Caution: Beware Overly Zealous Immigration Enforcement

Employers concerned with potential immigration raids and fines should beware going too far in their efforts to terminate undocumented workers. As one Kansas employer recently learned, overzealous enforcement may pave the way to liability for back pay, compensatory damages and attorneys fees for unlawful discrimination on the basis of race and national origin.

The employer, Elite Logistics, Inc., received a tip that it might be raided by federal authorities for employing illegal immigrants. Elite hired a background search firm to check its employees social security account numbers.  Mr. Zamora, a long term permanent resident, was identified as a possible illegal immigrant based on the fact that his social security account number had been used by another person in California. Elite confronted Zamora and demanded that he obtain confirmation from the Social Security Administration ("SSA") within 10 days that his account number was valid or face termination. Zamora didn’t go to SSA, but he was naturalized in the interim and offered to produce his U.S. citizenship certificate when he reported 10 days later. Elite’s manager refused even to examine the document when offered, made a racial slur about Zamora, and terminated him based on the erroneous belief that his social security account number was invalid.

Zamora sued for discrimination based on race and national origin under Title VII of the Civil Rights Act of 1964. Elite prevailed at the summary judgment stage of the case in federal district court, successfully arguing that its mistaken belief that Zamora was undocumented constituted a legitimate, non-discriminatory reason for the termination. Zamora appealed, asserting that summary judgment had been granted erroneously inasmuch as factual disputes remained regarding whether Elite’s stated reason for Zamora’s termination was a pretext for unlawful discrimination: i.e., Elite’s utter failure to investigate the bona fides of Zamora’s citizenship claim, and the use of a racial epithet at the termination meeting which a reasonable jury could interpret as evidence of unlawful racial motive. The Tenth Circuit sided with Zamora in the appeal, holding that the district court erred in failing to submit the pretext issue to a jury for the reasons Zamora cited. The case has now been returned to the district court, where a jury will determine if Elite is liable for discriminating against Mr.
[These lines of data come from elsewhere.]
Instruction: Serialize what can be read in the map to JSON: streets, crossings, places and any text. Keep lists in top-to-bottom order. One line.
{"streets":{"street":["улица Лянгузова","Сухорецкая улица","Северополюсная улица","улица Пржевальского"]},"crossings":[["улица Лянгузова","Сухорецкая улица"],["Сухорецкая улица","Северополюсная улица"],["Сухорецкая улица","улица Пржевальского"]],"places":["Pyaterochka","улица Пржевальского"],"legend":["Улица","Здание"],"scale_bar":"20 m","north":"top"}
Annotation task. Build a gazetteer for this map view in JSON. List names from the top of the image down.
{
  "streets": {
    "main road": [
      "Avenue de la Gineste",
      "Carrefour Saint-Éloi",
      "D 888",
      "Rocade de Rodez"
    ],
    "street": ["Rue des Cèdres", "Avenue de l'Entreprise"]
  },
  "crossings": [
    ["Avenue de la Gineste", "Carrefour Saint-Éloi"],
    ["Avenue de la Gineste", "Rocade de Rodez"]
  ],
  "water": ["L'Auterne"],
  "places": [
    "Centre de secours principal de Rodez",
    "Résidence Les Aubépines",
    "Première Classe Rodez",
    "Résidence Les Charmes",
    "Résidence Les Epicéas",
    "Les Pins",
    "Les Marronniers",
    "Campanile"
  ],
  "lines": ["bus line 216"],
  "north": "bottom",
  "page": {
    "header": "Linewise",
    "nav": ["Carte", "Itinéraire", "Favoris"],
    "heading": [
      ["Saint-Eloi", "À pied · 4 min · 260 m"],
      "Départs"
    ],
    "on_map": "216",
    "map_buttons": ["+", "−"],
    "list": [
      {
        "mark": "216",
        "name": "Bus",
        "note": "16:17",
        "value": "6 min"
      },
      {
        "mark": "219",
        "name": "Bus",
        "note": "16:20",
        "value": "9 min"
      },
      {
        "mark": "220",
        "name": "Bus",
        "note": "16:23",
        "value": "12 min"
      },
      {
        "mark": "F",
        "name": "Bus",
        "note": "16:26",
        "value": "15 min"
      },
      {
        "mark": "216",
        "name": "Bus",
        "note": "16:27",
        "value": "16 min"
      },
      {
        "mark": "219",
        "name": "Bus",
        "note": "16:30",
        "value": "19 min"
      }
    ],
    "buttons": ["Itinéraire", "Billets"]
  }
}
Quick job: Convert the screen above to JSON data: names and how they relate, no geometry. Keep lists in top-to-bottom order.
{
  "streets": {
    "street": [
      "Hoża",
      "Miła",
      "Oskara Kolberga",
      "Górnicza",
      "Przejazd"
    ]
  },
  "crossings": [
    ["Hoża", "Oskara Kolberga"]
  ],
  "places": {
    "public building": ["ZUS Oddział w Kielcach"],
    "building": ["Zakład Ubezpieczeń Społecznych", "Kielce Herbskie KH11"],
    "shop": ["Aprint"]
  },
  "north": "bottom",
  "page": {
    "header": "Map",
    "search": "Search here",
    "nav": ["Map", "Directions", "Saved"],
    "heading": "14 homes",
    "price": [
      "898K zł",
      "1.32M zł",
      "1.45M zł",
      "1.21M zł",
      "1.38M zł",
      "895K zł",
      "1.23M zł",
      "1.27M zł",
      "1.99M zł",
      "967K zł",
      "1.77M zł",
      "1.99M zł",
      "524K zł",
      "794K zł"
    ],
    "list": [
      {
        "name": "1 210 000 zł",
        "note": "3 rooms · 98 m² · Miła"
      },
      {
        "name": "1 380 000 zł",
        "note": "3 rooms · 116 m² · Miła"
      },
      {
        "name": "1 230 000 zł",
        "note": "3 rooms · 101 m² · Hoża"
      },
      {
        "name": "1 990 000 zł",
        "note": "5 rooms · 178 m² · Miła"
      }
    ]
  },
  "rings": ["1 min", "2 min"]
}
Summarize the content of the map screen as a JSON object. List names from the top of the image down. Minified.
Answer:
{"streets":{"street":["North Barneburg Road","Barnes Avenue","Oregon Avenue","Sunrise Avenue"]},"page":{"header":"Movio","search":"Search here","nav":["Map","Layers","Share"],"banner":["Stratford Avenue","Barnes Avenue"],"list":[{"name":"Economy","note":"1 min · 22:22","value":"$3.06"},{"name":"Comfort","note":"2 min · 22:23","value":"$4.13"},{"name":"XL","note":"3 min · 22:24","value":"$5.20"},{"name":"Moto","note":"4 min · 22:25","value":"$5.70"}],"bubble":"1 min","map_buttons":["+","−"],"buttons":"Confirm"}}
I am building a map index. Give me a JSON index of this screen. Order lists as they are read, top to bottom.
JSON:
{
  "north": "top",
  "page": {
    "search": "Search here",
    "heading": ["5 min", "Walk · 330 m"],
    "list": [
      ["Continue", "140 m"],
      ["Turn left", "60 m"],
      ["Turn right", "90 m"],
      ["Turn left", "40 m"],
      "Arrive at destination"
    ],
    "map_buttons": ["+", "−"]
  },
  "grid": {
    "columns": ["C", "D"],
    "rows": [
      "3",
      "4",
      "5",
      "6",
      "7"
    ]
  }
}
Zamora, and if so, what relief he is entitled to receive.

The moral in this tale is that employers must exercise reasonable care in attempting to comply with workplace immigration rules. The Department of Homeland Security ("DHS") recently published a proposed rule announcing that employers must take prompt action upon receipt of SSA "no-match" letters or be at risk of liability for employers sanctions violations. The proposed rule (which will be covered in another update) articulates specific procedures to be followed with respect to employees identified in a SSA "no-match" notice. Ironically, if those rules had been applied in Mr. Zamora’s situation, he would not have been fired because his naturalization certificate provided sufficient proof of identity and work eligibility for I-9 purposes.